SSD is the abbreviation for Single Shot multi-box Detector.
The ssd_multibox example takes an image as input and detects multiple
objects with bounding boxes according to pre-trained categories.
The following figures show another street scene as input and the scene
with recognized objects boxed as output: pedestrians in red,
vehicles in blue and road signs in yellow.

.. image:: ../../examples/test/testvecs/input/roads/pexels-photo-378570.jpeg
   :width: 600

.. image:: images/pexels-photo-378570-ssd.jpg
   :width: 600

The network we ran in this category is jdenet_ssd, which has 43 layers.
Input to the network is RGB image of size 768x320.  Output is a list of
boxes (up to 20), each box has information about the box coordinates, and
which pre-trained category that the object inside the box belongs to.
The example will take the network output, draw boxes accordingly,
and create an output image.
The network can be run entirely on either EVE or C66x.  However, the best
performance comes with running the first 30 layers as a group on EVE
and the next 13 layers as another group on C66x.
Our end-to-end example shows how easy it is to assign a :term:`Layer Group` id
to an :term:`Executor` and how easy it is to construct an :term:`ExecutionObjectPipeline` to connect the output of one *Executor*'s :term:`ExecutionObject`
to the input of another *Executor*'s *ExecutionObject*.

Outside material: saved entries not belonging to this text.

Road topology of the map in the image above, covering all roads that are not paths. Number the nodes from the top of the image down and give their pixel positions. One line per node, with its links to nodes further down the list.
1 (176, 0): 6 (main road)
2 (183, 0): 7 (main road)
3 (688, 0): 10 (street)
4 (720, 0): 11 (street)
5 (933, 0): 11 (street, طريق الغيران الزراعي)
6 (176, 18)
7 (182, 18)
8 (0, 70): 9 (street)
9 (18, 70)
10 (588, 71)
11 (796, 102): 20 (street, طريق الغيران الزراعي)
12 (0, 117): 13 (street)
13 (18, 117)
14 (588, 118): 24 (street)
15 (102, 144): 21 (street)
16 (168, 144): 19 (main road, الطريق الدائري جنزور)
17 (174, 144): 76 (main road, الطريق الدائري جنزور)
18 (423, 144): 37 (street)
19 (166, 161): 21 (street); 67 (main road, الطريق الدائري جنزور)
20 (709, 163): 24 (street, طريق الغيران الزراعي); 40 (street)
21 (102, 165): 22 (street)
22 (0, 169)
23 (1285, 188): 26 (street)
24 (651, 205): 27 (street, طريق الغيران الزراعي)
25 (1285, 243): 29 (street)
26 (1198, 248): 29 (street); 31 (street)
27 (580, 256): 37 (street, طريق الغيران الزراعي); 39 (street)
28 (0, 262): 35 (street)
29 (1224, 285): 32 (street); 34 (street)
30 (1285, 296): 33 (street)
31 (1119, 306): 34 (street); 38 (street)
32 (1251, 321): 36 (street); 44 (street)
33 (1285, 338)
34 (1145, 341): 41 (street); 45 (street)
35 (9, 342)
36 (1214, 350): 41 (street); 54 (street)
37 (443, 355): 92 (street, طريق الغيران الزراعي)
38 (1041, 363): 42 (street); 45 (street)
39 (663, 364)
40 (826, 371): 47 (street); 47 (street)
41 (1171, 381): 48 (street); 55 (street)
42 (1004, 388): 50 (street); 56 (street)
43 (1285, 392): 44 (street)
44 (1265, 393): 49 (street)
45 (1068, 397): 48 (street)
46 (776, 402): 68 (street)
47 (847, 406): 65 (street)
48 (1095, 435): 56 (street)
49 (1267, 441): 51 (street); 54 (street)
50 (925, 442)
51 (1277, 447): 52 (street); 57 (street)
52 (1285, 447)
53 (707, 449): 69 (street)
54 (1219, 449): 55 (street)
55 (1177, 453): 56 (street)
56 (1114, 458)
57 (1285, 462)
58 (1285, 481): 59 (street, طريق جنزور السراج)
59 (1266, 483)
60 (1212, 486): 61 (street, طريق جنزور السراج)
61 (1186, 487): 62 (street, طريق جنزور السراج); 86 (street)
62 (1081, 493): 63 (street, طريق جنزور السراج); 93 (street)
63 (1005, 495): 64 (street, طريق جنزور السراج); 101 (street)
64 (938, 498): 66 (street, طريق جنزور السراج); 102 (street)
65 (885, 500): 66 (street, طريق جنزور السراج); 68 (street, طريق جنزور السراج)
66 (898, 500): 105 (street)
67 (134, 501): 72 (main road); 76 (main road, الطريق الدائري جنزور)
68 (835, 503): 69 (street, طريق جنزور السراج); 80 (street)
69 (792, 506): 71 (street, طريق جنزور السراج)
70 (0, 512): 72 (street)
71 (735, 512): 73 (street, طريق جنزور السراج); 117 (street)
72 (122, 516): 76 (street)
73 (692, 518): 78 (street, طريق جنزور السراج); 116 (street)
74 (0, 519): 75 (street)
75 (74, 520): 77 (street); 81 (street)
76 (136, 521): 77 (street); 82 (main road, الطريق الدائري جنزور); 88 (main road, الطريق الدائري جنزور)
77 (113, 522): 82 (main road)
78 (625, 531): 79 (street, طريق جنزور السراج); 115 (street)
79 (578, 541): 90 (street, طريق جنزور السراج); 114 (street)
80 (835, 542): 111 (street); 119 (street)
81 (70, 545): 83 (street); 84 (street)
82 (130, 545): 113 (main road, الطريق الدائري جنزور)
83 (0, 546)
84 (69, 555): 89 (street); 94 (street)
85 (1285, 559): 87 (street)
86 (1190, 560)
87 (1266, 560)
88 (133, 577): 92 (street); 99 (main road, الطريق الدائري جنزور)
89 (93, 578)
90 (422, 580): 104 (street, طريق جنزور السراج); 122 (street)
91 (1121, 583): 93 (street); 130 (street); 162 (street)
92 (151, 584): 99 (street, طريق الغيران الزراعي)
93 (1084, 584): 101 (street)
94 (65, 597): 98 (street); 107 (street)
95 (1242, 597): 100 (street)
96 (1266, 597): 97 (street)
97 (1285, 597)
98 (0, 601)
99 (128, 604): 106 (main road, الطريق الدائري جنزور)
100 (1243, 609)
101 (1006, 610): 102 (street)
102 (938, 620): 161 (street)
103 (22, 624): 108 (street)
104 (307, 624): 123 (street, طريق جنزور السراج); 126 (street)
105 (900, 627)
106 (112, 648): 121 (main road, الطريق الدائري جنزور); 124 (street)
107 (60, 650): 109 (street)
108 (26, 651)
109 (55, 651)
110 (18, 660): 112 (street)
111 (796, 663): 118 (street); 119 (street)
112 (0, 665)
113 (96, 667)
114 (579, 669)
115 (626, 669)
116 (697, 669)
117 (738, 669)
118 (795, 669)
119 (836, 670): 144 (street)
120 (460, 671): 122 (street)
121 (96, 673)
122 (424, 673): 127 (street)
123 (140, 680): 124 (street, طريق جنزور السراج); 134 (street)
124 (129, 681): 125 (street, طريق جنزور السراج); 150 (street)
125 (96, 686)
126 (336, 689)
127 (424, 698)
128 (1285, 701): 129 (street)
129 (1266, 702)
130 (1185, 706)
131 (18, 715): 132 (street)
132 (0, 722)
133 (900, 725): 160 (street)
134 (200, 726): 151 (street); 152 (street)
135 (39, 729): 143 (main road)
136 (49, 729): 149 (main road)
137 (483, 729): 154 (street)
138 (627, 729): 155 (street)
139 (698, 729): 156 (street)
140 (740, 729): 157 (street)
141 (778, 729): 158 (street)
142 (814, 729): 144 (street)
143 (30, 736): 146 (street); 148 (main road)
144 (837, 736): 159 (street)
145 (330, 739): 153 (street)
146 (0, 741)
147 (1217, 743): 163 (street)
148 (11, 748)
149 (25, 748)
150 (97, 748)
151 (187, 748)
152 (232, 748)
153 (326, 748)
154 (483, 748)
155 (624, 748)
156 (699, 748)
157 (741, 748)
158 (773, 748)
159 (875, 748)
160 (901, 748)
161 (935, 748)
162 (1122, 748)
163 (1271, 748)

========      ====================== ==================== ============
Device        Device Processing Time Host Processing Time API Overhead
========      ====================== ==================== ============
EVE+C66x      169.5ms                172.0ms              1.68 %
========      ====================== ==================== ============

The example code sets ``pipeline_depth`` to 2 to create duplicated
ExecutionObjectPipelines with identical ExecutionObjects to
perform pipelined execution at the ExecutionObject level.
The side effect is that it also overlaps host pre/post-processing
with device processing (see comments in the code for details).
The following table shows the loop overall time over 10 frames
with pipelining at ExecutionObjectPipeline level
versus ExecutionObject level.
``./ssd_multibox -f 10 -d <num> -e <num>``.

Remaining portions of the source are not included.